Jeddah safety concerns emerge again

In the buildup to the inaugural Saudi Arabian Grand Prix, drivers were concerned about the safety of the fastest street track in F1.

Minor changes were made for this second running but across the weekend incidents sparked more worry across the grid.

In F2, Cem Bolukbasi was forced to sit out the weekend after crashing at turns 11 and 12 and being taken to hospital with a concussion.

Then in F1 qualifying, Mick Schumacher emerged unscathed from a horrific impact at the very same corners, colliding at high speed with the seemingly poorly angled concrete wall.

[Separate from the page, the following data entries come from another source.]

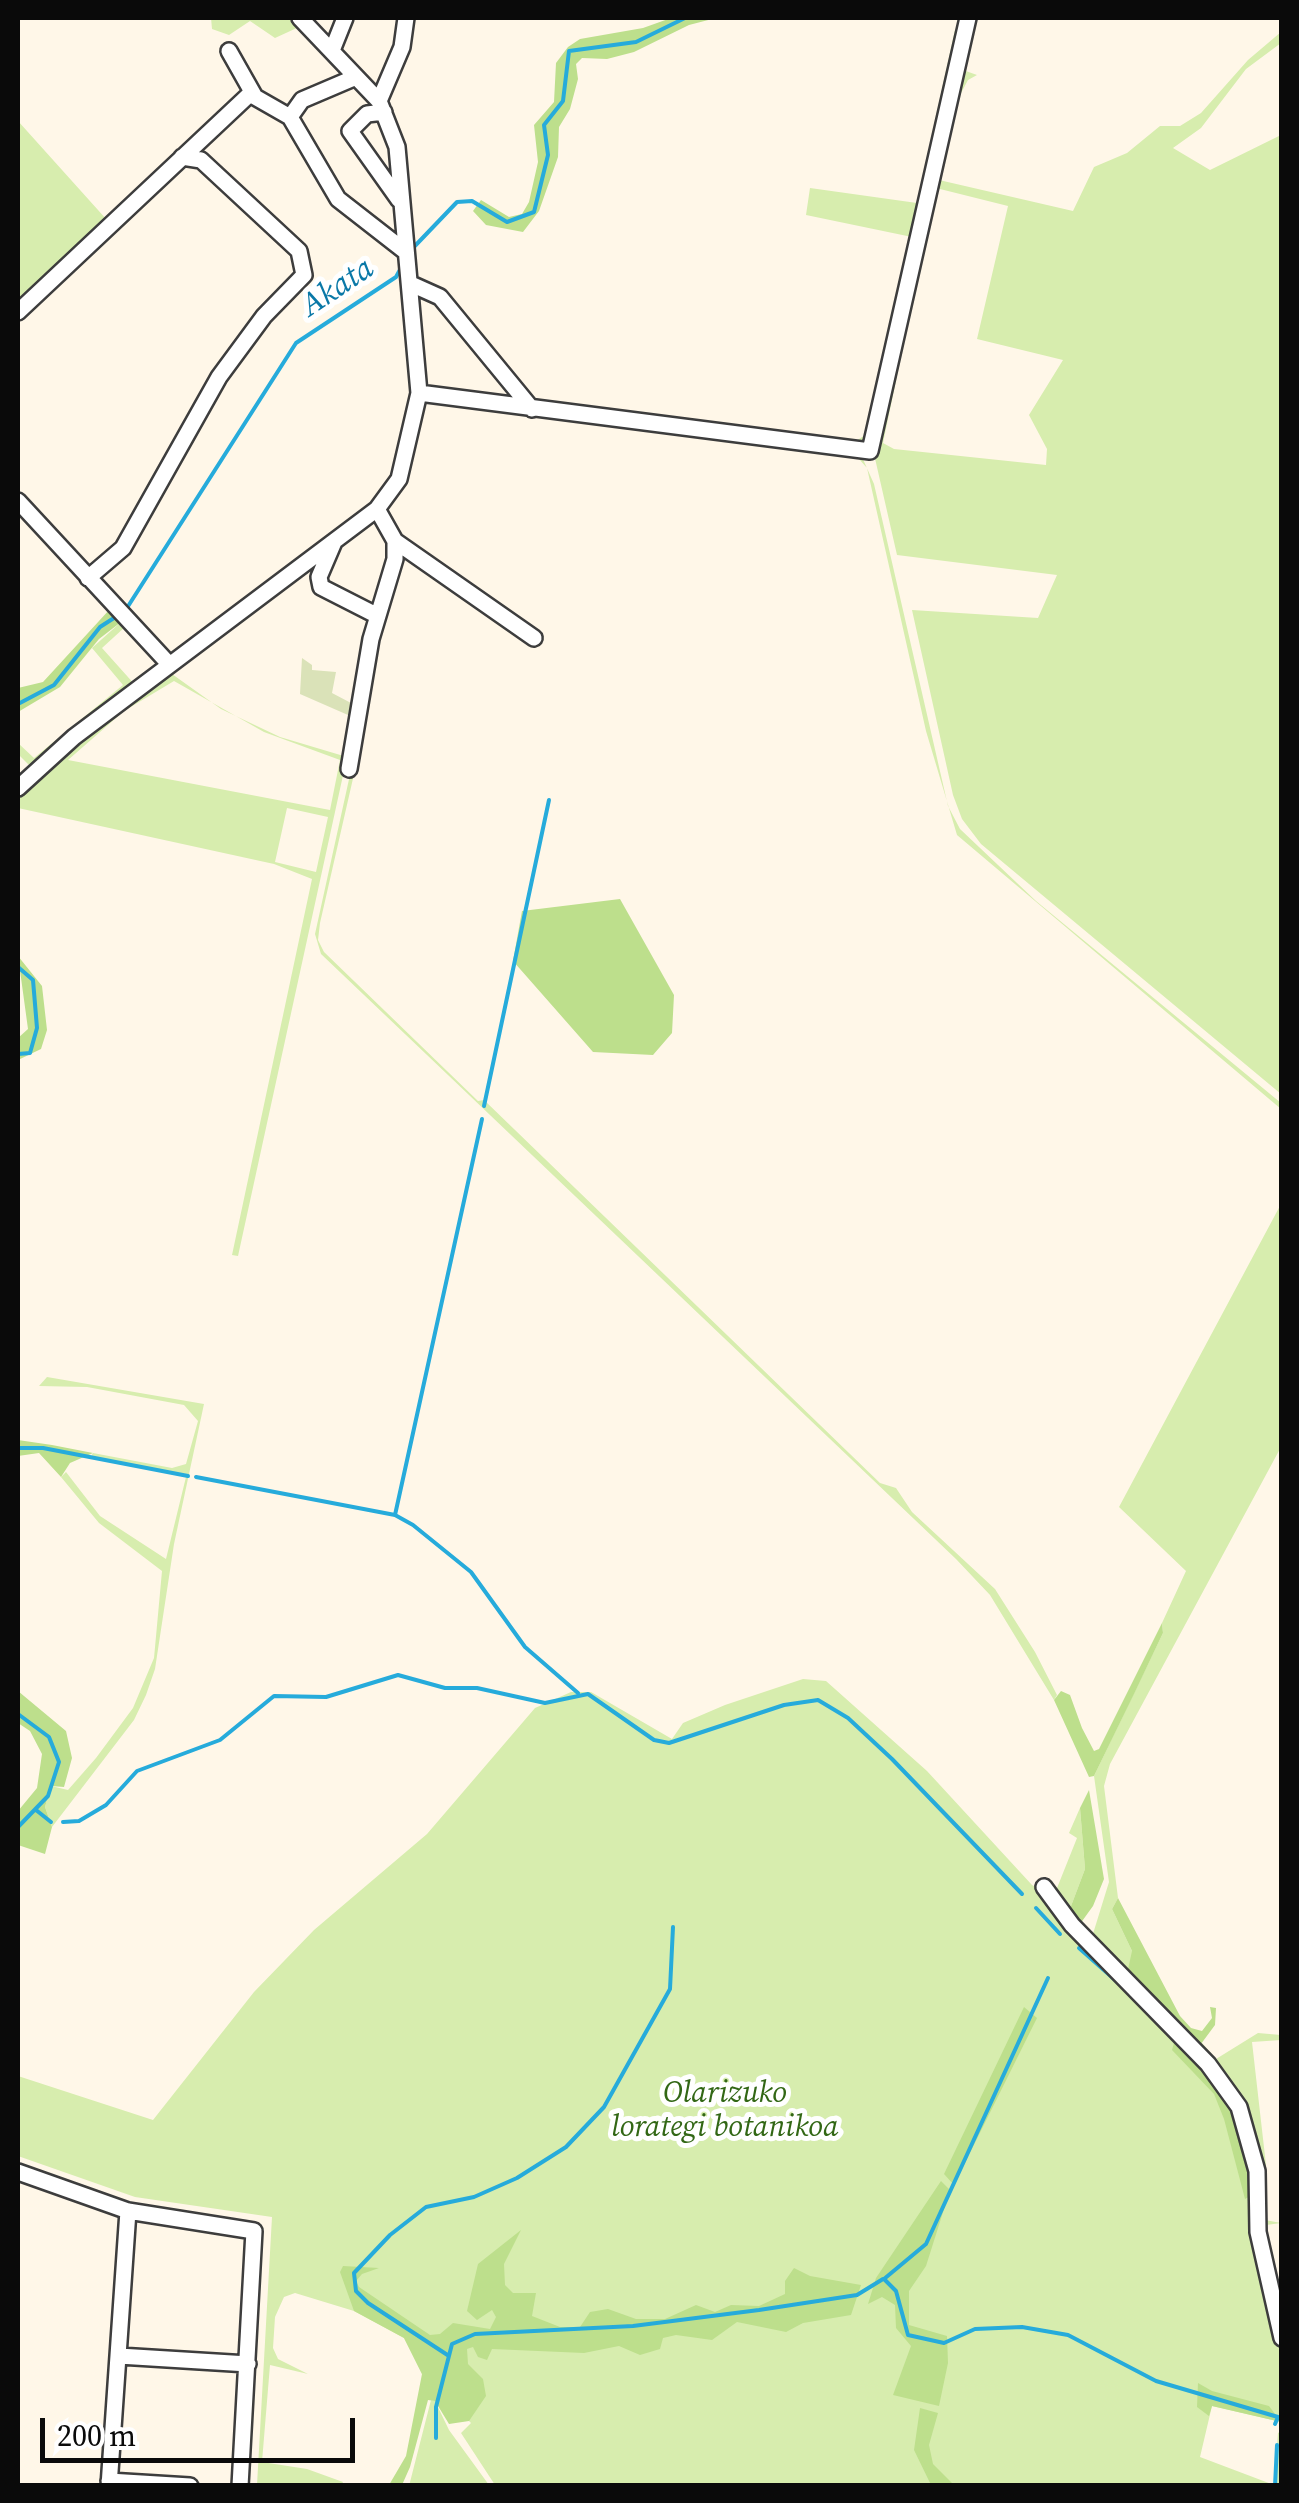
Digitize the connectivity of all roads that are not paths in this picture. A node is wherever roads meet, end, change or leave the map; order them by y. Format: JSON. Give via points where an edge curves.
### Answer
{"nodes":[{"id":1,"x":300,"y":18,"type":"edge"},
{"id":2,"x":345,"y":18,"type":"edge"},
{"id":3,"x":406,"y":18,"type":"edge"},
{"id":4,"x":968,"y":18,"type":"edge"},
{"id":5,"x":333,"y":48,"type":"junction"},
{"id":6,"x":229,"y":51,"type":"dead end"},
{"id":7,"x":356,"y":77,"type":"junction"},
{"id":8,"x":252,"y":92,"type":"junction"},
{"id":9,"x":382,"y":106,"type":"junction"},
{"id":10,"x":290,"y":117,"type":"junction"},
{"id":11,"x":182,"y":157,"type":"junction"},
{"id":12,"x":401,"y":204,"type":"junction"},
{"id":13,"x":406,"y":252,"type":"junction"},
{"id":14,"x":411,"y":284,"type":"junction"},
{"id":15,"x":18,"y":312,"type":"edge"},
{"id":16,"x":419,"y":393,"type":"junction"},
{"id":17,"x":532,"y":409,"type":"junction"},
{"id":18,"x":18,"y":500,"type":"edge"},
{"id":19,"x":377,"y":509,"type":"junction"},
{"id":20,"x":336,"y":538,"type":"junction"},
{"id":21,"x":394,"y":541,"type":"junction"},
{"id":22,"x":88,"y":578,"type":"junction"},
{"id":23,"x":376,"y":615,"type":"junction"},
{"id":24,"x":534,"y":638,"type":"dead end"},
{"id":25,"x":170,"y":664,"type":"junction"},
{"id":26,"x":348,"y":769,"type":"dead end"},
{"id":27,"x":18,"y":788,"type":"edge"},
{"id":28,"x":1044,"y":1887,"type":"dead end"},
{"id":29,"x":18,"y":2172,"type":"edge"},
{"id":30,"x":128,"y":2211,"type":"junction"},
{"id":31,"x":1282,"y":2338,"type":"edge"},
{"id":32,"x":119,"y":2356,"type":"junction"},
{"id":33,"x":248,"y":2364,"type":"junction"},
{"id":34,"x":109,"y":2483,"type":"edge"},
{"id":35,"x":190,"y":2486,"type":"edge"},
{"id":36,"x":240,"y":2486,"type":"edge"}],
"edges":[{"from":1,"to":5,"type":"street"},
{"from":2,"to":5,"type":"street"},
{"from":3,"to":9,"type":"street"},
{"from":4,"to":17,"type":"street","via":[[870,451]]},
{"from":5,"to":7,"type":"street"},
{"from":6,"to":8,"type":"street"},
{"from":7,"to":9,"type":"street"},
{"from":7,"to":10,"type":"street","via":[[302,100]]},
{"from":8,"to":10,"type":"street"},
{"from":8,"to":11,"type":"street"},
{"from":9,"to":12,"type":"street","via":[[397,147]]},
{"from":9,"to":12,"type":"street","via":[[350,130]]},
{"from":10,"to":13,"type":"street","via":[[338,199]]},
{"from":11,"to":15,"type":"street"},
{"from":11,"to":22,"type":"street","via":[[200,160],[299,250],[304,275],[220,377],[123,548]]},
{"from":12,"to":13,"type":"street"},
{"from":13,"to":14,"type":"street"},
{"from":14,"to":16,"type":"street"},
{"from":14,"to":17,"type":"street","via":[[440,297]]},
{"from":16,"to":17,"type":"street"},
{"from":16,"to":19,"type":"street","via":[[399,479]]},
{"from":18,"to":22,"type":"street"},
{"from":19,"to":20,"type":"street"},
{"from":19,"to":21,"type":"street"},
{"from":20,"to":23,"type":"street","via":[[319,578],[322,588]]},
{"from":20,"to":25,"type":"street"},
{"from":21,"to":23,"type":"street"},
{"from":21,"to":24,"type":"street"},
{"from":22,"to":25,"type":"street"},
{"from":23,"to":26,"type":"street"},
{"from":25,"to":27,"type":"street"},
{"from":28,"to":31,"type":"street","via":[[1240,2107]]},
{"from":29,"to":30,"type":"street"},
{"from":30,"to":32,"type":"street"},
{"from":30,"to":33,"type":"street","via":[[254,2231]]},
{"from":32,"to":33,"type":"street"},
{"from":32,"to":34,"type":"street"},
{"from":33,"to":36,"type":"street"},
{"from":34,"to":35,"type":"street"}]}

Away from the track, a terrorist attack threatened the weekend on Friday with an oil refinery set ablaze a short distance from the track. No doubt safety talks will be had before returning to the venue in the future.

FIA redress stance a hit

In modern F1 there has been communication from the FIA to teams and teams to the FIA about whether drivers have overtaken a rival off track or not.

Take last year, with Hamilton and Verstappen getting into the exact scenario on numerous occasions.

This year, new race directors Niels Wittich - who was present in Saudi Arabia and Bahrain - and Eduardo Freitas have put the onus on teams and drivers to sort things out themselves.

When Perez overtook Sainz despite the Ferrari reaching the pit exit safety car line before the Mexican under the first neutralisation, the Spaniard was unhappy that the Red Bull was ahead.

There was no direction from the FIA for Perez to return the position and so he didn't.

But as soon as race control announced the incident had been noted by the stewards, Perez was conceding position to Sainz.

It was a system that worked, although many will feel the swap should have been made earlier given Sainz was then disadvantaged at the restart.